Ahora intentaremos lo mismo pero en base a aspectos mas especializados, en general aspectos relacionados con los distintos campos de investigación que tengan relación con el fondo antiguo.
Sin complicarnos demasiado la vida se nos ocurren a priori: diplomática, historia, literatura, arte, tipografía, edición, encuadernación, imprenta…, y así podríamos seguir, pero nos vamos a detener.
Pensar en alguien que tenga interés en hacer un estudio sobre cualquiera de estos campos sobre fondos antiguos. Intentemos cuantificar el esfuerzo que supondría (en términos generales) alguna de estas investigaciones: el investigador o estudioso necesitaría localizar los ejemplares objeto de su estudio, contactar con quien los tuviera en propiedad, solicitar permisos de acceso, concertar en algunos casos la visita o incluso la reserva, desplazarse a los lugares donde se encontraran los ejemplares,….
Ahora analicemos esta misma situación desde el punto de vista de la biblioteca digital: en el peor de los casos tendría que registrarse en la pagina web de la biblioteca que exhibiera el ejemplar objeto del estudio. Por regla general, las digitalizaciones ofrecen distintos niveles de calidad, que serán útiles a distintos tipos de estudio (pensar que no es lo mismo la calidad de imagen que necesite un estudioso de los textos, que uno de las tipografías o las encuadernaciones).

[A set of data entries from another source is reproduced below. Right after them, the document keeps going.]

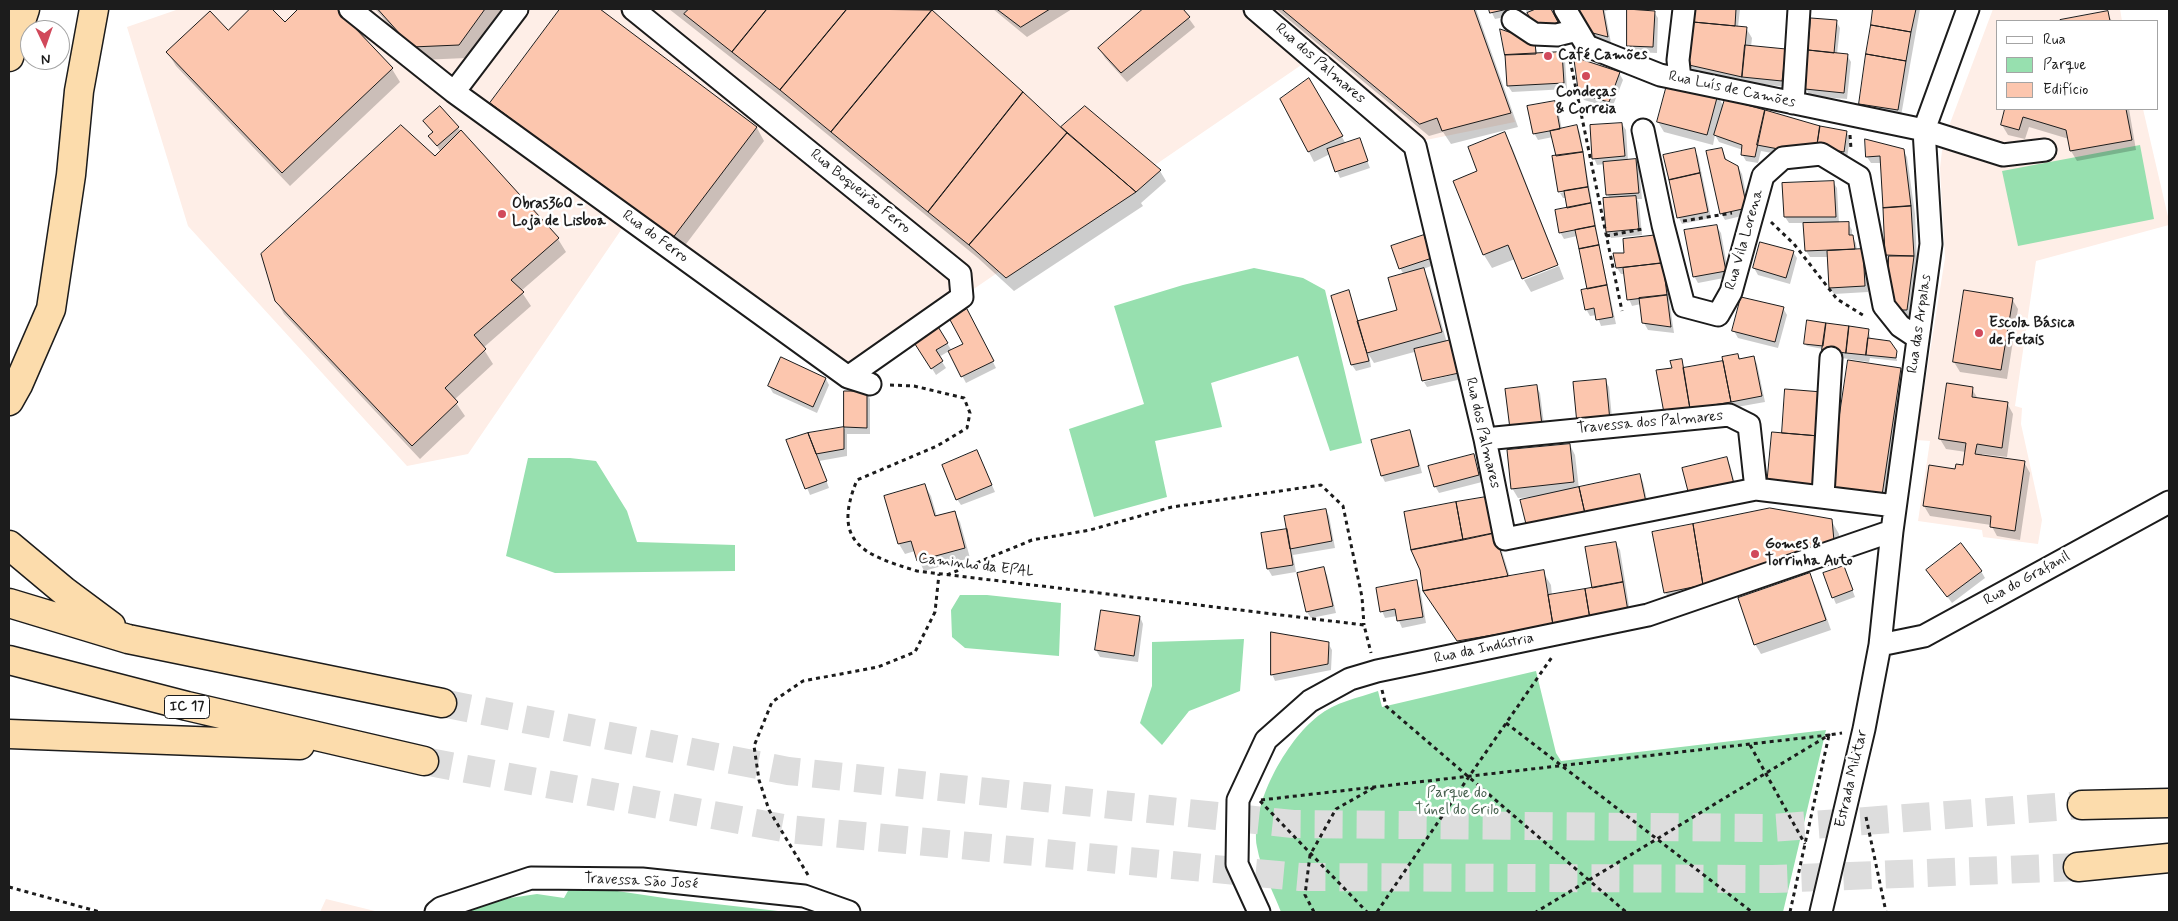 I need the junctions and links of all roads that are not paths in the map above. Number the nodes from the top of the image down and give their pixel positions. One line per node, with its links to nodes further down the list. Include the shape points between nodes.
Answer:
1 (25, 9): 13 (highway)
2 (94, 9): 24 (highway, via 79,91 71,175 51,310)
3 (350, 9): 15 (street, Rua do Ferro)
4 (517, 9): 15 (street)
5 (633, 9): 22 (street, Rua Boqueirão Ferro, via 960,274 962,297)
6 (1255, 9): 25 (street, Rua dos Palmares, via 1415,146)
7 (1565, 9): 12 (street, Rua Luís de Camões)
8 (1684, 9): 14 (street, via 1678,60)
9 (1799, 9): 16 (street)
10 (1968, 9): 18 (street, Rua das Arpalas)
11 (1513, 20): 12 (street, via 1534,34)
12 (1580, 35): 14 (street, Rua Luís de Camões, via 1586,46)
13 (9, 57)
14 (1680, 79): 16 (street, Rua Luís de Camões)
15 (454, 92): 22 (street, Rua do Ferro)
16 (1793, 103): 18 (street, Rua Luís de Camões)
17 (1643, 130): 20 (street, Rua Vila Lorena, via 1684,306 1718,315 1732,292 1747,209 1763,176 1783,158 1821,154 1859,177 1884,306 1900,326)
18 (1924, 130): 19 (street, Rua Luís de Camões, via 2003,155); 20 (street, Rua das Arpalas, via 1931,244)
19 (2045, 150)
20 (1918, 338): 29 (street, Rua das Arpalas)
21 (1831, 358): 27 (street)
22 (848, 376): 23 (street, Rua do Ferro)
23 (870, 384)
24 (9, 401)
25 (1485, 439): 26 (street, Travessa dos Palmares, via 1729,415 1749,425); 26 (street, Rua dos Palmares, via 1505,539)
26 (1756, 489): 27 (street, Rua dos Palmares)
27 (1823, 496): 29 (street, Rua dos Palmares)
28 (2169, 502): 34 (street, Rua do Grafanil, via 1924,636)
29 (1895, 506): 30 (street, Rua das Arpalas)
30 (1892, 531): 34 (street, Rua das Arpalas); 46 (street, Rua da Indústria, via 1648,615 1377,671 1350,679 1310,701 1266,740 1249,800 1237,864)
31 (9, 545): 33 (highway)
32 (9, 603): 33 (highway)
33 (128, 639): 36 (highway)
34 (1880, 645): 47 (street, Estrada Militar, via 1864,729)
35 (9, 660): 38 (highway, IC 17)
36 (442, 703)
37 (9, 734): 38 (highway)
38 (367, 748): 39 (highway, IC 17)
39 (424, 761)
40 (2169, 788): 41 (highway, via 2094,804)
41 (2169, 803)
42 (2161, 862): 43 (highway)
43 (2078, 866)
44 (436, 912): 45 (street, Travessa São José, via 530,878 642,879 804,896)
45 (849, 912)
46 (1260, 912)
47 (1821, 912)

Evidentemente la biblioteca digital no podrá cubrir el 100% de los aspectos que pueden merecer ser estudiados en el fondo antiguo. Pero de lo que si estamos seguros, es que cuando menos elevara considerablemente el nivel de acceso a los ejemplares con respecto al sistema de acceso físico. Seguramente alguien dedicado a un estudio de materiales no encontrara toda su información en este tipo de fuentes y necesitara un contacto físico con el ejemplar. Aunque es indudable que parte de su trabajo (aunque solo sea la aproximación o la decisión sobre la pertinencia del ejemplar para su estudio) también podrá realizarse en base a las imágenes de este o a las notas que pudieran acompañarle en la descripción.
Pensemos también en que hay ejemplares que por su estado de deterioro, no son accesibles nada mas que a sus conservadores. Aprovechando las labores de conservación se aprovecha para digitalizar dichas obras estando a partir de ese momento accesibles tanto a los estudiosos especializados como al publico en general.
Una vez mas pensemos en el caso de la Biblioteca Histórica Marques de Valdecilla de la Universidad Complutense de Madrid. Mas concretamente en la Biblioteca Digital Dioscórides. A día de hoy tiene digitalizados 2.750 ejemplares a texto completo, los cuales están disponibles a todo el mundo a través de la pagina web.
Pensemos que uno de los fines revalorizados de una biblioteca es poner a disposición del publico sus fondos así como encargarse de su difusión. Gracias a la digitalización esto adquiere una nueva dimensión para el fondo antiguo.